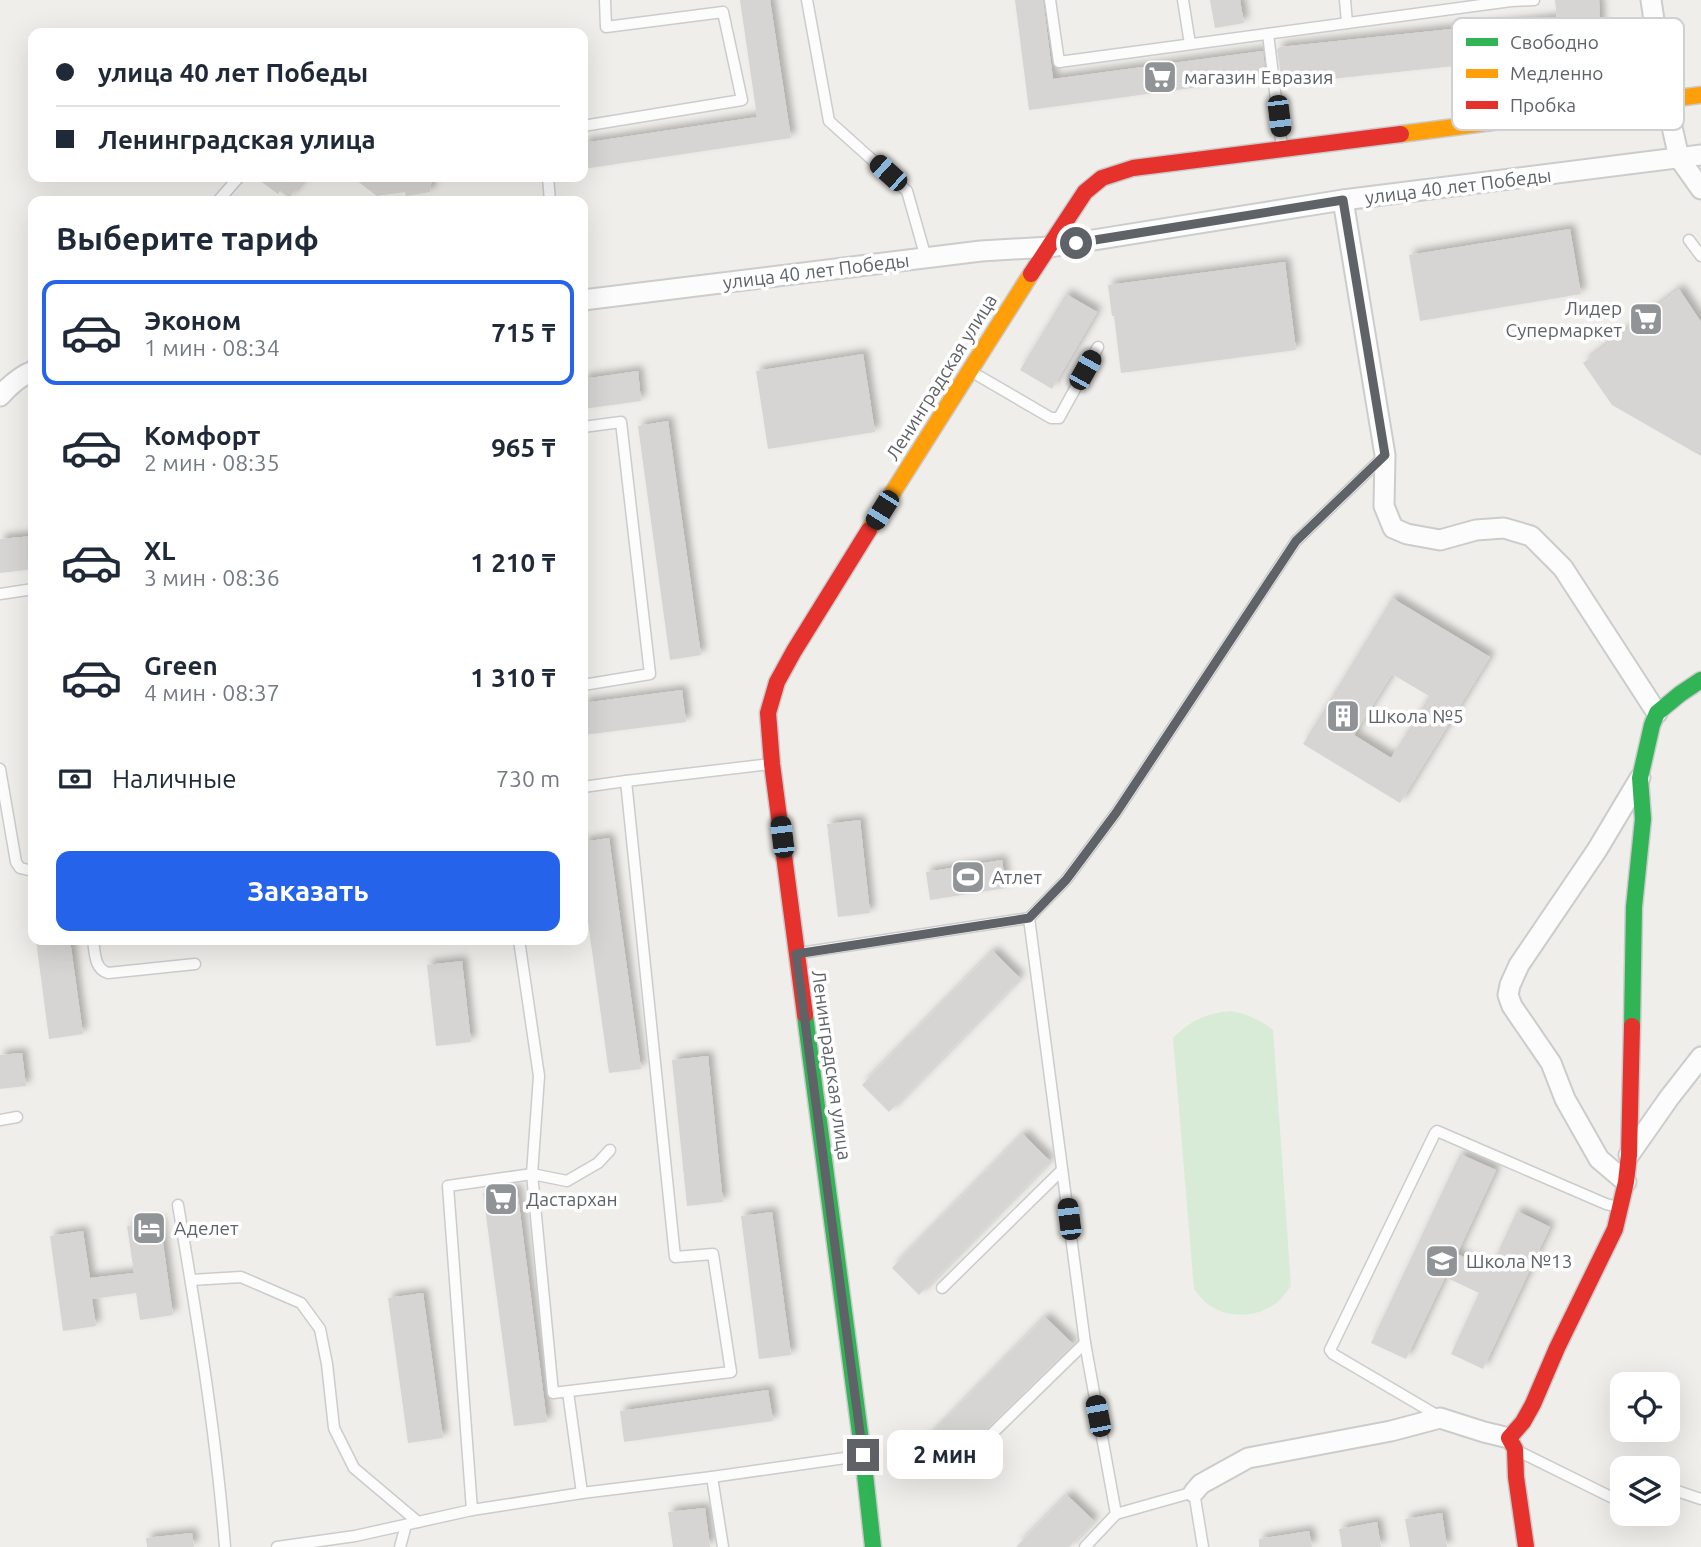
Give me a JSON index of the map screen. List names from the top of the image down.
{
  "streets": {
    "street": ["улица 40 лет Победы", "Ленинградская улица"]
  },
  "crossings": [
    ["улица 40 лет Победы", "Ленинградская улица"]
  ],
  "places": {
    "supermarket": ["магазин Евразия", "Лидер Супермаркет", "Дастархан"],
    "building": ["Школа №5"],
    "sports": ["Атлет"],
    "hotel": ["Аделет"],
    "school or university": ["Школа №13"]
  },
  "legend": ["Свободно", "Медленно", "Пробка"],
  "page": {
    "banner": ["улица 40 лет Победы", "Ленинградская улица"],
    "heading": "Выберите тариф",
    "list": [
      {
        "name": "Эконом",
        "note": "1 мин · 08:34",
        "value": "715 ₸"
      },
      {
        "name": "Комфорт",
        "note": "2 мин · 08:35",
        "value": "965 ₸"
      },
      {
        "name": "XL",
        "note": "3 мин · 08:36",
        "value": "1 210 ₸"
      },
      {
        "name": "Green",
        "note": "4 мин · 08:37",
        "value": "1 310 ₸"
      }
    ],
    "pay": ["Наличные", "730 m"],
    "buttons": "Заказать",
    "bubble": "2 мин"
  }
}
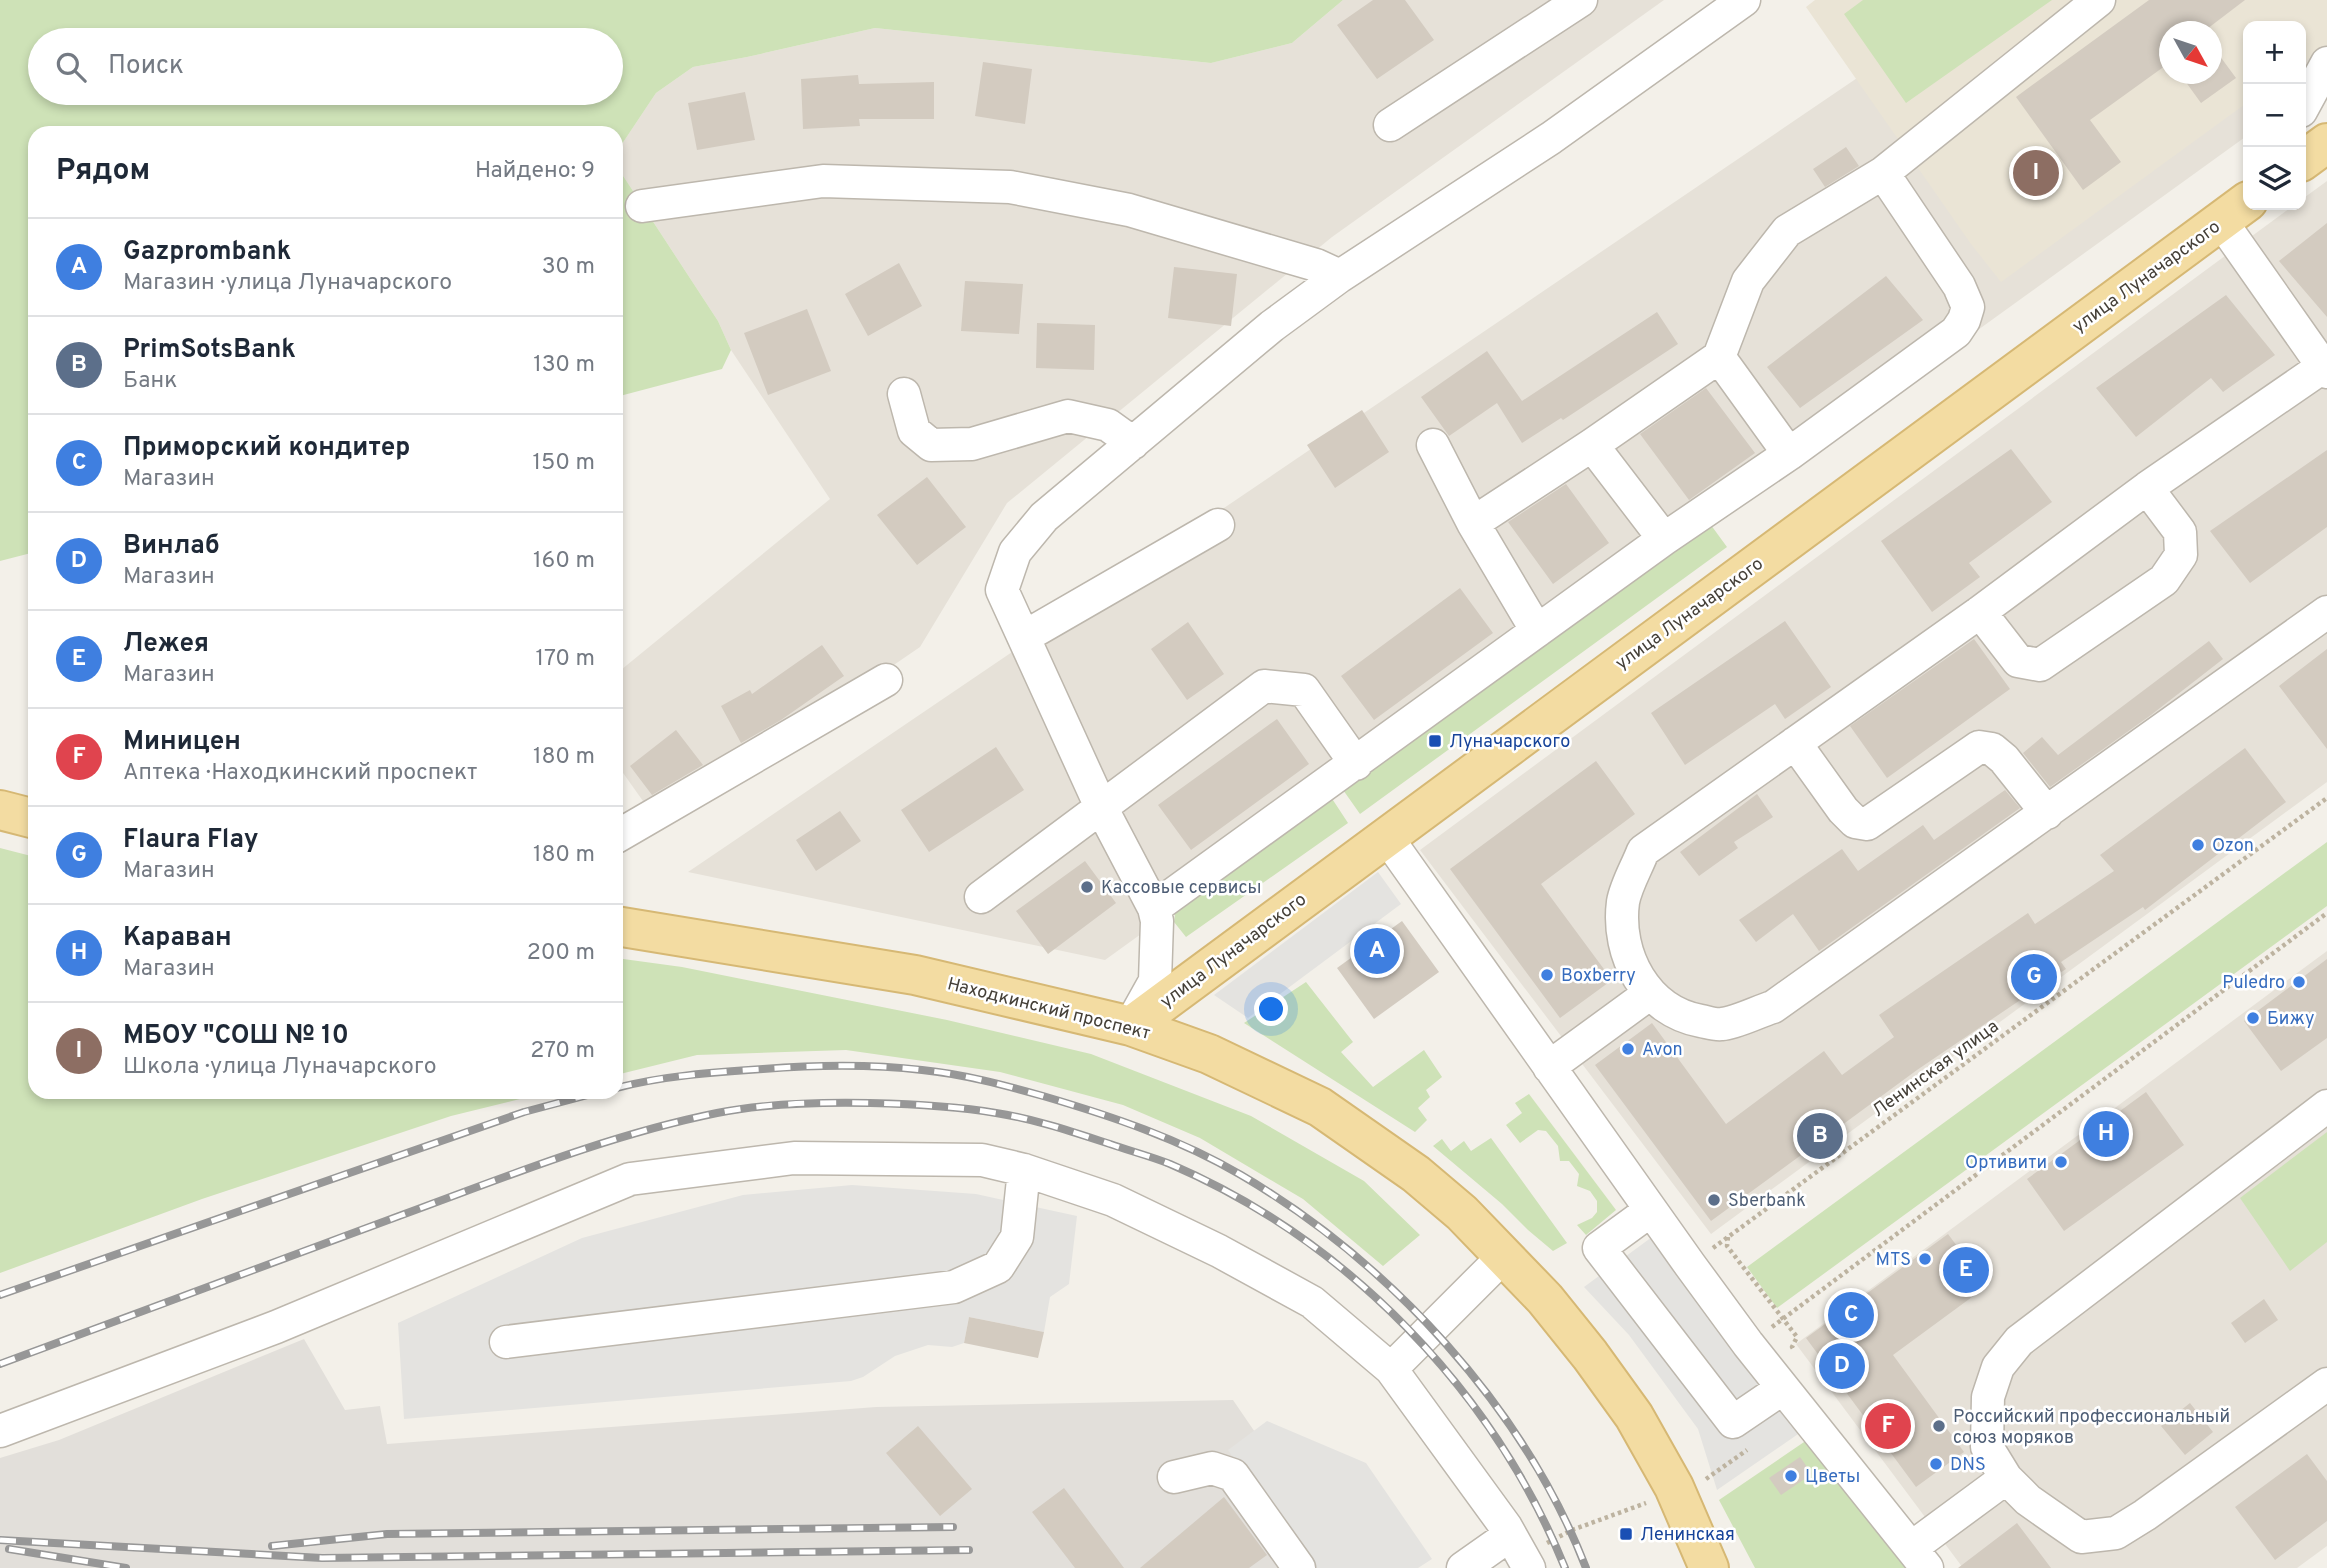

--- Exercise prompt ---
In your copy of the records above, include no pictures and match every line exactly.

--- Response for this exercise ---
Give me a JSON index of the map screen. List names from the top of the image down.
{
  "streets": {
    "street": ["улица 40 лет Победы", "Ленинградская улица"]
  },
  "crossings": [
    ["улица 40 лет Победы", "Ленинградская улица"]
  ],
  "places": {
    "supermarket": ["магазин Евразия", "Лидер Супермаркет", "Дастархан"],
    "building": ["Школа №5"],
    "sports": ["Атлет"],
    "hotel": ["Аделет"],
    "school or university": ["Школа №13"]
  },
  "legend": ["Свободно", "Медленно", "Пробка"],
  "page": {
    "banner": ["улица 40 лет Победы", "Ленинградская улица"],
    "heading": "Выберите тариф",
    "list": [
      {
        "name": "Эконом",
        "note": "1 мин · 08:34",
        "value": "715 ₸"
      },
      {
        "name": "Комфорт",
        "note": "2 мин · 08:35",
        "value": "965 ₸"
      },
      {
        "name": "XL",
        "note": "3 мин · 08:36",
        "value": "1 210 ₸"
      },
      {
        "name": "Green",
        "note": "4 мин · 08:37",
        "value": "1 310 ₸"
      }
    ],
    "pay": ["Наличные", "730 m"],
    "buttons": "Заказать",
    "bubble": "2 мин"
  }
}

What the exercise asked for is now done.